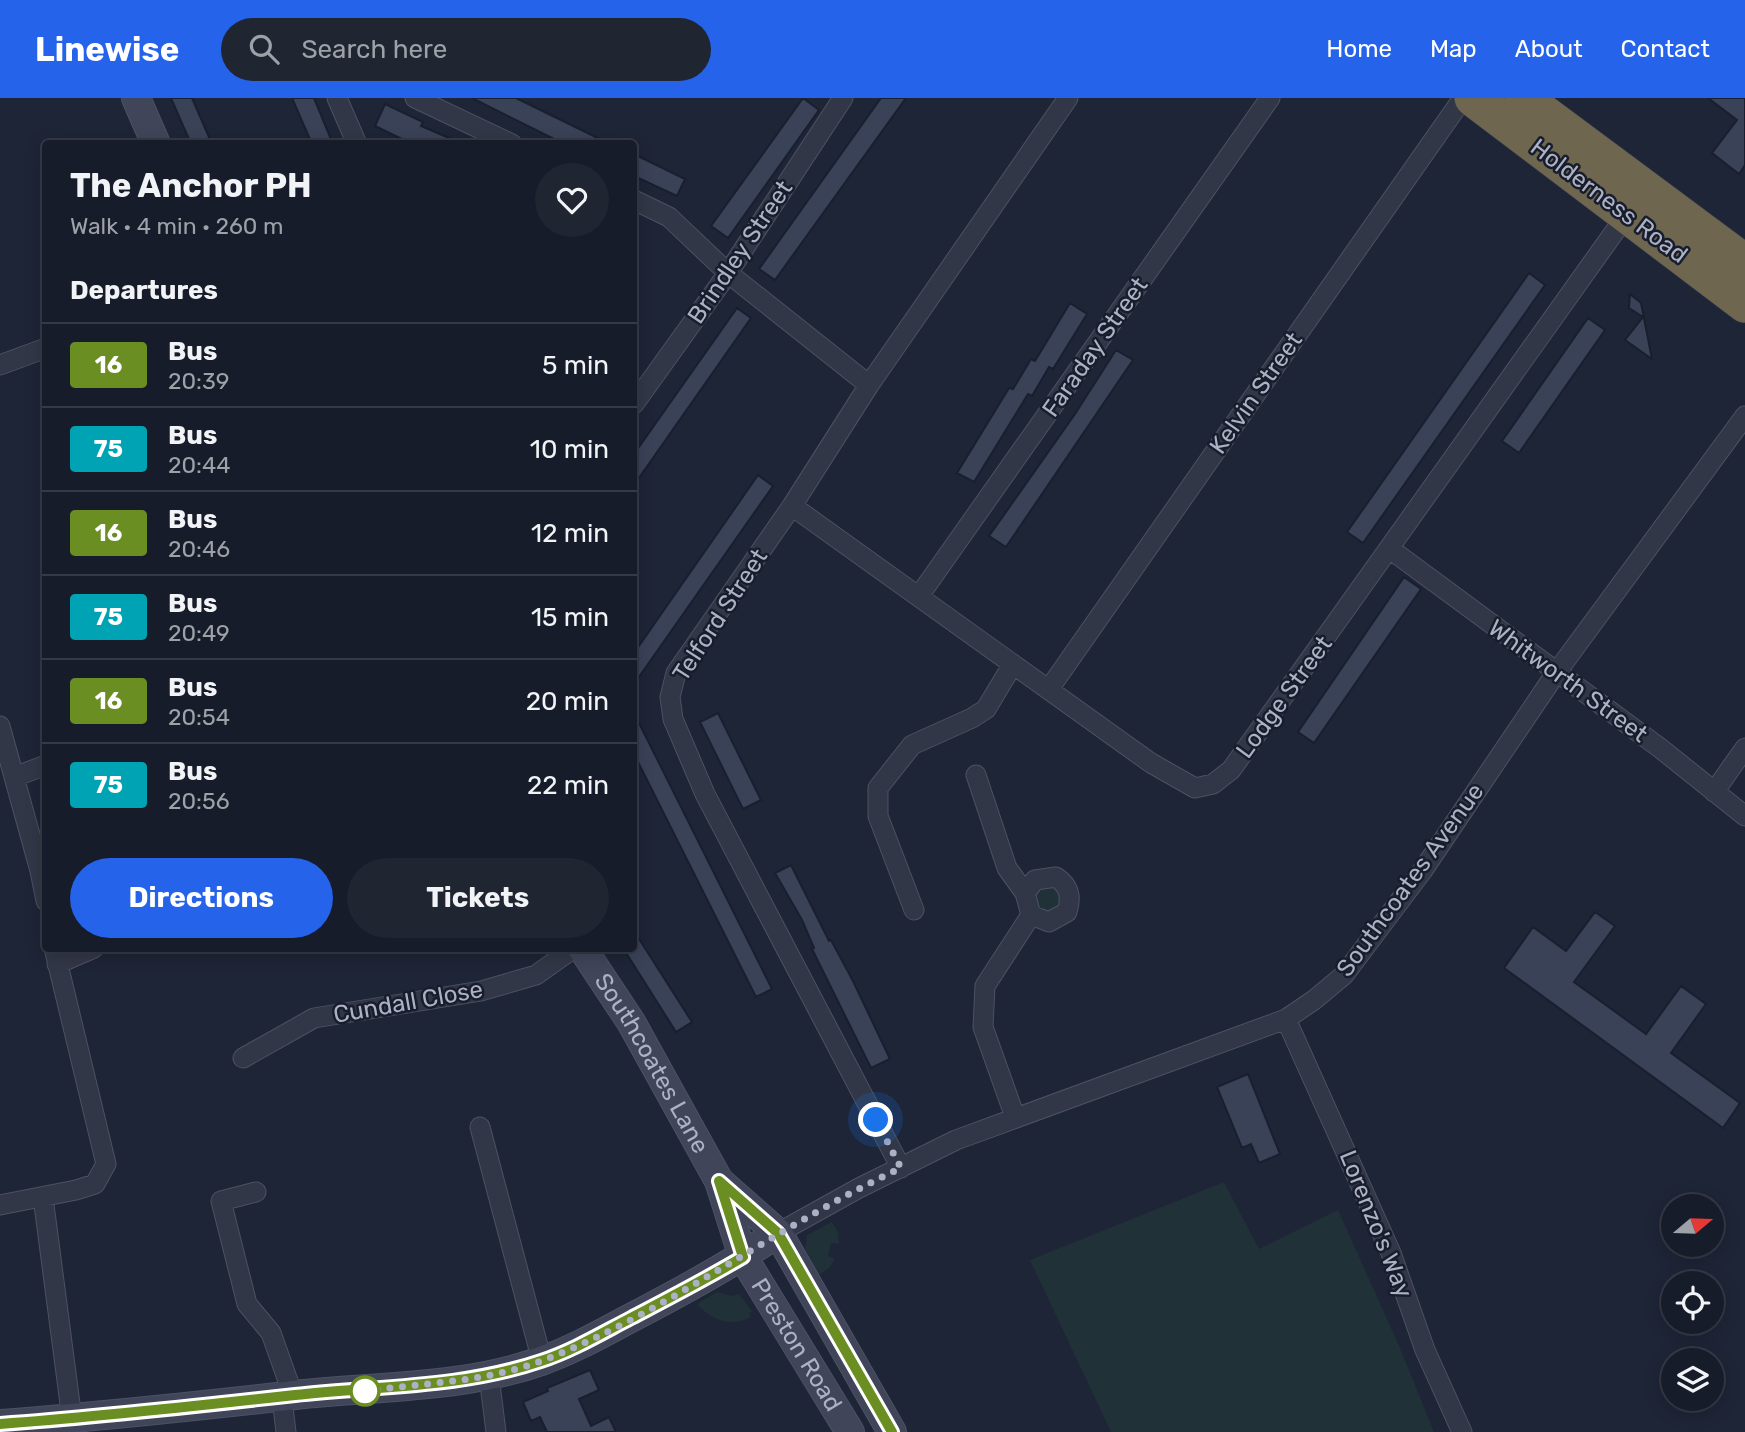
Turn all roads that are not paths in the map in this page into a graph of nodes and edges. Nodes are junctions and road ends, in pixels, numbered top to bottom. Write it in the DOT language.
graph roads {
  1 [pos="136,98"];
  2 [pos="337,98"];
  3 [pos="415,98"];
  4 [pos="844,98"];
  5 [pos="1068,98"];
  6 [pos="1270,98"];
  7 [pos="1464,98"];
  8 [pos="1473,98"];
  9 [pos="1523,98"];
  10 [pos="154,140"];
  11 [pos="355,140"];
  12 [pos="504,140"];
  13 [pos="637,201"];
  14 [pos="1636,202"];
  15 [pos="1745,263"];
  16 [pos="728,273"];
  17 [pos="1745,304"];
  18 [pos="42,349"];
  19 [pos="0,365"];
  20 [pos="869,386"];
  21 [pos="637,400"];
  22 [pos="1745,416"];
  23 [pos="792,506"];
  24 [pos="1390,549"];
  25 [pos="919,596"];
  26 [pos="1013,664"];
  27 [pos="1556,673"];
  28 [pos="1049,689"];
  29 [pos="0,726"];
  30 [pos="1745,748"];
  31 [pos="42,766"];
  32 [pos="976,775"];
  33 [pos="14,777"];
  34 [pos="1714,792"];
  35 [pos="1745,816"];
  36 [pos="42,882"];
  37 [pos="1025,893"];
  38 [pos="914,911"];
  39 [pos="1031,915"];
  40 [pos="75,952"];
  41 [pos="568,952"];
  42 [pos="585,952"];
  43 [pos="56,956"];
  44 [pos="1286,1019"];
  45 [pos="243,1058"];
  46 [pos="1015,1117"];
  47 [pos="480,1127"];
  48 [pos="901,1168"];
  49 [pos="719,1181"];
  50 [pos="256,1192"];
  51 [pos="43,1197"];
  52 [pos="0,1205"];
  53 [pos="778,1233"];
  54 [pos="743,1257"];
  55 [pos="542,1361"];
  56 [pos="489,1376"];
  57 [pos="288,1396"];
  58 [pos="72,1419"];
  59 [pos="133,1422"];
  60 [pos="0,1424"];
  61 [pos="286,1432"];
  62 [pos="496,1432"];
  63 [pos="850,1432"];
  64 [pos="892,1432"];
  65 [pos="1462,1432"];
  1 -- 10 [label="street"];
  2 -- 11 [label="street"];
  3 -- 12 [label="street"];
  4 -- 16 [label="street, Brindley Street"];
  5 -- 20 [label="street, Telford Street"];
  6 -- 25 [label="street, Faraday Street"];
  7 -- 28 [label="street, Kelvin Street"];
  8 -- 14 [label="highway, Holderness Road"];
  9 -- 14 [label="highway, Holderness Road"];
  13 -- 16 [label="street"];
  14 -- 15 [label="highway, Holderness Road"];
  14 -- 17 [label="highway, Holderness Road"];
  14 -- 24 [label="street, Lodge Street"];
  16 -- 20 [label="street"];
  16 -- 21 [label="street, Brindley Street"];
  18 -- 19 [label="street"];
  20 -- 23 [label="street, Telford Street"];
  22 -- 27 [label="street, Southcoates Avenue"];
  23 -- 25 [label="street, Lodge Street"];
  23 -- 48 [label="street, Telford Street"];
  24 -- 27 [label="street, Whitworth Street"];
  24 -- 28 [label="street, Lodge Street"];
  25 -- 26 [label="street, Lodge Street"];
  26 -- 28 [label="street, Lodge Street"];
  26 -- 38 [label="street"];
  27 -- 34 [label="street, Whitworth Street"];
  27 -- 44 [label="street, Southcoates Avenue"];
  29 -- 33 [label="street"];
  30 -- 34 [label="street"];
  31 -- 33 [label="street"];
  32 -- 37 [label="street"];
  33 -- 36 [label="street"];
  34 -- 35 [label="street, Whitworth Street"];
  37 -- 39 [label="street"];
  37 -- 39 [label="street"];
  39 -- 46 [label="street"];
  40 -- 43 [label="street"];
  41 -- 45 [label="street, Cundall Close"];
  42 -- 49 [label="street, Southcoates Lane"];
  43 -- 51 [label="street"];
  44 -- 46 [label="street, Southcoates Avenue"];
  44 -- 65 [label="street, Lorenzo's Way"];
  46 -- 48 [label="street, Southcoates Avenue"];
  47 -- 55 [label="street"];
  48 -- 53 [label="street, Southcoates Avenue"];
  49 -- 53 [label="street, Southcoates Lane"];
  49 -- 54 [label="street, Southcoates Lane"];
  50 -- 57 [label="street"];
  51 -- 52 [label="street"];
  51 -- 58 [label="street"];
  53 -- 54 [label="street"];
  53 -- 64 [label="street, Preston Road"];
  54 -- 55 [label="street"];
  54 -- 63 [label="street, Preston Road"];
  55 -- 56 [label="street"];
  56 -- 57 [label="street"];
  56 -- 62 [label="street"];
  57 -- 59 [label="street"];
  57 -- 61 [label="street"];
  58 -- 59 [label="street"];
  58 -- 60 [label="street"];
}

* * * * *

# Required work:
Scan the material above for the string "Holderness", and copy every line where it is found.

# Response below:
  8 -- 14 [label="highway, Holderness Road"];
  9 -- 14 [label="highway, Holderness Road"];
  14 -- 15 [label="highway, Holderness Road"];
  14 -- 17 [label="highway, Holderness Road"];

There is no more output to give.